670 F. Supp. 874, 1987 U.S. Dist. LEXIS 13556, 19 Soc. Serv. Rev. 438
CourtDistrict Court, N.D. California
DecidedSeptember 29, 1987
DocketC-86-1596 SAW
StatusPublished
Cited by2 cases

This text of 670 F. Supp. 874 (Citizens Action League v. Kizer) is published on Counsel Stack Legal Research, covering District Court, N.D. California primary law. Counsel Stack provides free access to over 12 million legal documents including statutes, case law, regulations, and constitutions.

Bluebook
Citizens Action League v. Kizer, 670 F. Supp. 874, 1987 U.S. Dist. LEXIS 13556, 19 Soc. Serv.
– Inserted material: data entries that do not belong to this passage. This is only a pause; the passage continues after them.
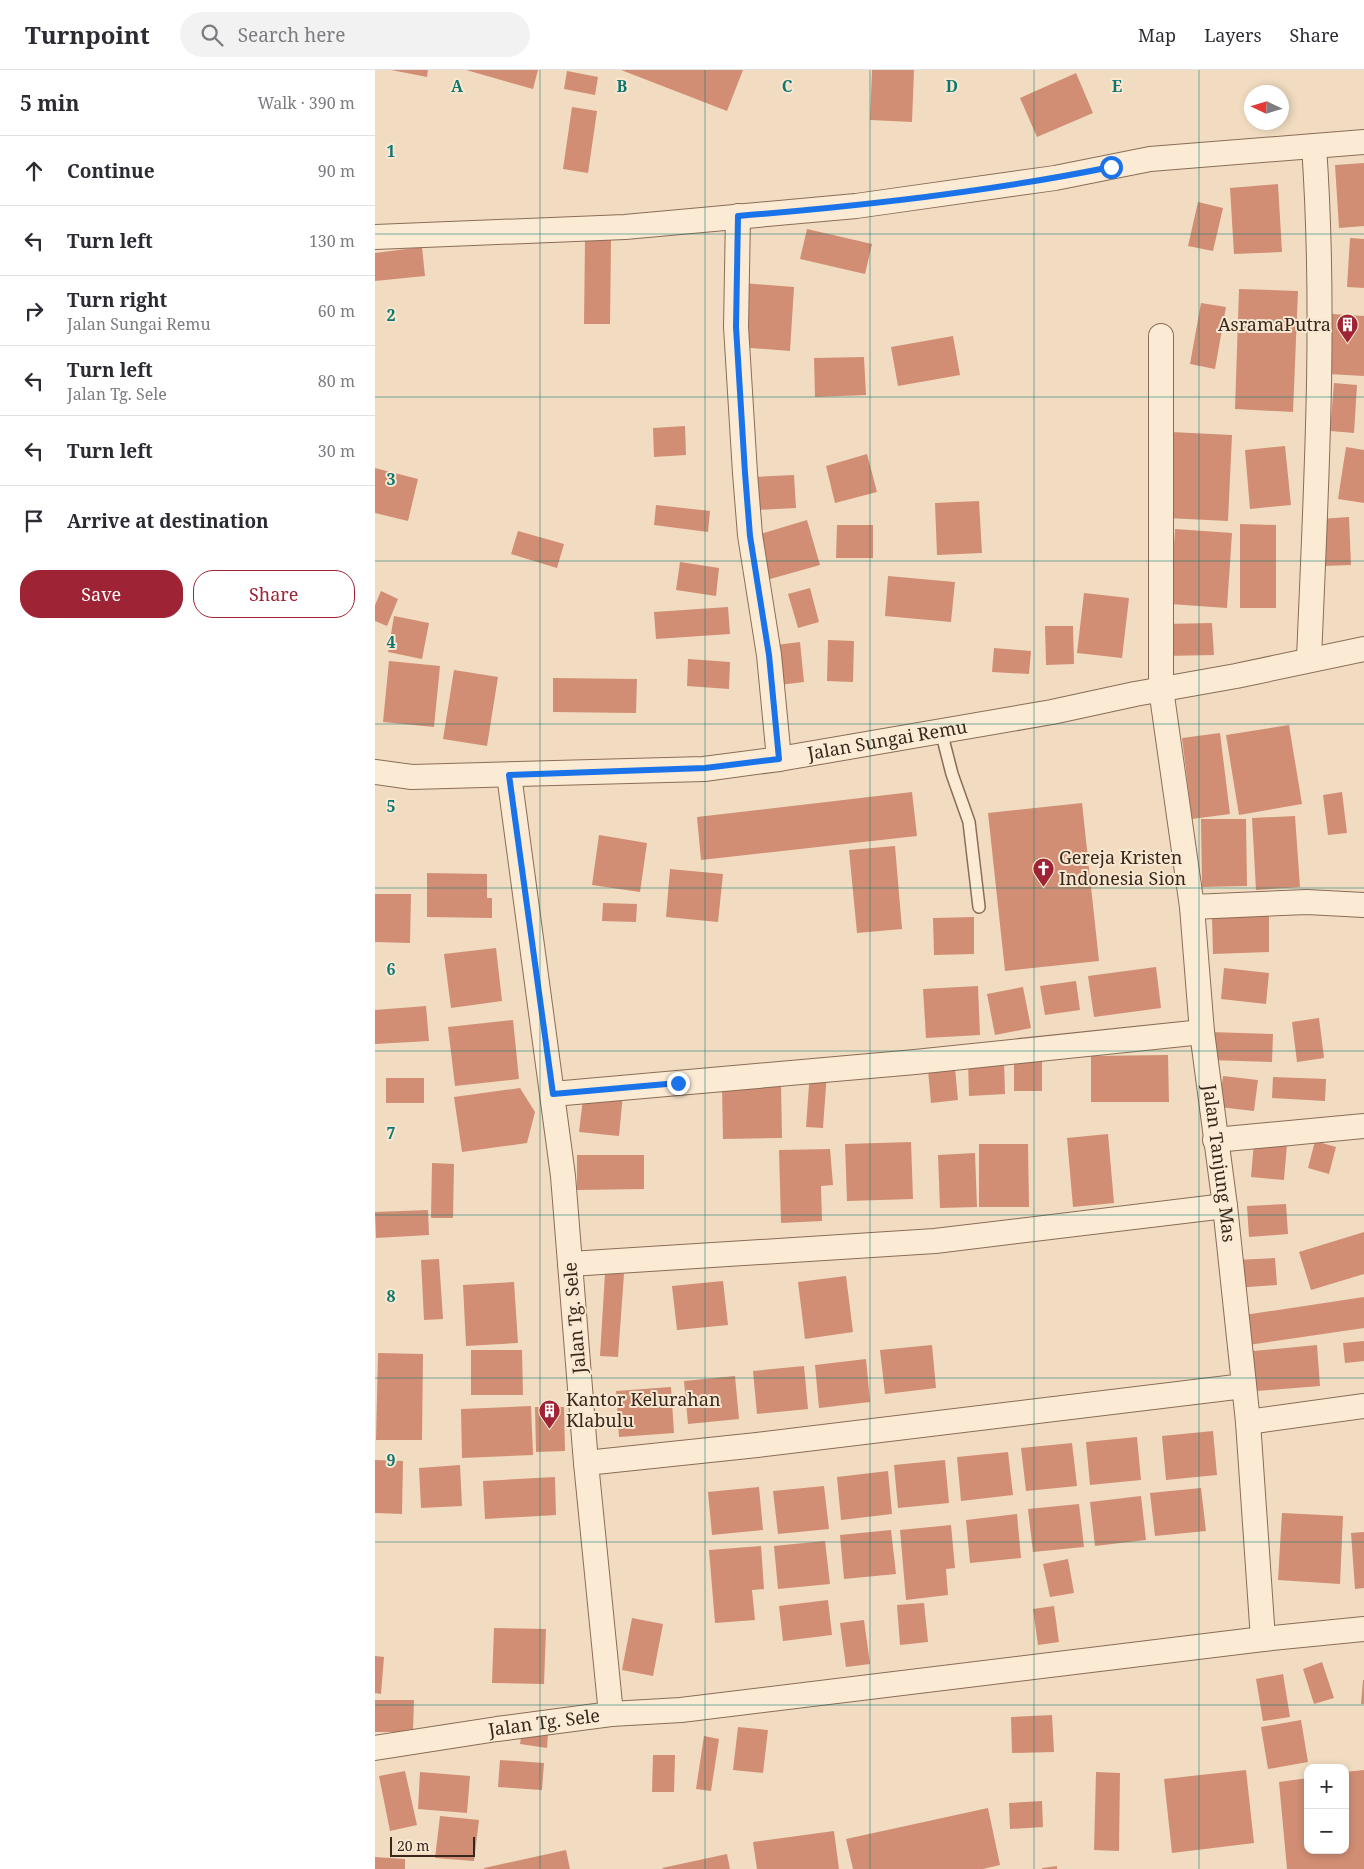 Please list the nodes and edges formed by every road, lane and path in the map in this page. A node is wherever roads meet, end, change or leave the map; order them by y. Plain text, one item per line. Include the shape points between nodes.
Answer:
1 (1364, 142) edge
2 (1314, 146) junction
3 (738, 216) junction
4 (375, 237) edge
5 (1161, 336) dead end
6 (1364, 650) edge
7 (1309, 659) junction
8 (1161, 689) junction
9 (941, 731) junction
10 (779, 759) junction
11 (375, 772) edge
12 (509, 775) junction
13 (1364, 905) edge
14 (979, 907) dead end
15 (1192, 907) junction
16 (1202, 1032) junction
17 (553, 1094) junction
18 (1364, 1126) edge
19 (1215, 1140) junction
20 (1225, 1206) junction
21 (570, 1264) junction
22 (1244, 1386) junction
23 (1364, 1406) edge
24 (1248, 1422) junction
25 (586, 1463) junction
26 (1364, 1629) edge
27 (1263, 1639) junction
28 (611, 1714) junction
29 (375, 1748) edge

1 - 2 street
2 - 3 street via 1150,159 1014,184 856,206
2 - 7 street via 1319,217 1319,310
3 - 4 street via 625,227
3 - 10 street via 736,327 745,482 769,655
5 - 8 street, Jalan Tanjung Mas
6 - 7 street, Jalan Sungai Remu
7 - 8 street, Jalan Sungai Remu
8 - 9 street, Jalan Sungai Remu
8 - 15 street, Jalan Tanjung Mas
9 - 10 street, Jalan Sungai Remu
9 - 14 lane via 969,822
10 - 12 street, Jalan Sungai Remu via 705,768
11 - 12 street, Jalan Sungai Remu via 412,777
12 - 17 street, Jalan Tg. Sele
13 - 15 street via 1298,902
15 - 16 street, Jalan Tanjung Mas
16 - 17 street via 915,1062
16 - 19 street, Jalan Tanjung Mas
17 - 21 street, Jalan Tg. Sele
18 - 19 street
19 - 20 street, Jalan Tanjung Mas
20 - 21 street via 935,1241
20 - 22 street, Jalan Tanjung Mas
21 - 25 street, Jalan Tg. Sele
22 - 24 street, Jalan Tanjung Mas
22 - 25 street
23 - 24 street
24 - 27 street, Jalan Tanjung Mas
25 - 28 street, Jalan Tg. Sele
26 - 27 street
27 - 28 street via 691,1709
28 - 29 street, Jalan Tg. Sele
Rev. 438 (N.D. Cal. 1987).

Opinion

ORDER DENYING MOTION FOR SUMMARY JUDGMENT

WEIGEL, District Judge.

Introduction

In this class action, plaintiffs challenge defendant California Department of Health *875 Services’ practice of recovering the costs of state health benefits from former joint tenants of deceased recipients. The Department administers the California Medical Assistance Program (“Medi-Cal”), which provides medical services to aged, disabled, and needy persons. Medi-Cal constitutes California’s participation in the larger federal medical assistance program known as “Medicaid.” Medicaid programs are administered principally by the participating states, and the programs’ costs are shared with the federal government.

Defendants are the California Department of Health Services (“the Department”); Kenneth Kizer, director of the Department; and Otis R. Bowen, secretary of the United States Department of Health and Human Services (“HHS”). The plaintiff class consists of persons in California who own or have owned property in “joint tenancy” with a Medi-Cal recipient. A “joint tenancy” is a form of ownership in which each joint tenant owns an undivided interest in certain property. Black’s Law Dictionary 1313 (1979). The distinguishing feature of a joint tenancy is the “right of survivorship,” by which, upon the death of one of the joint tenants, his interest vanishes, and the entire interest in the property passes to the surviving joint tenants. Most importantly for purposes of this action, the estate of the deceased joint tenant retains no interest in the property. Powell on Real Property 11617[3].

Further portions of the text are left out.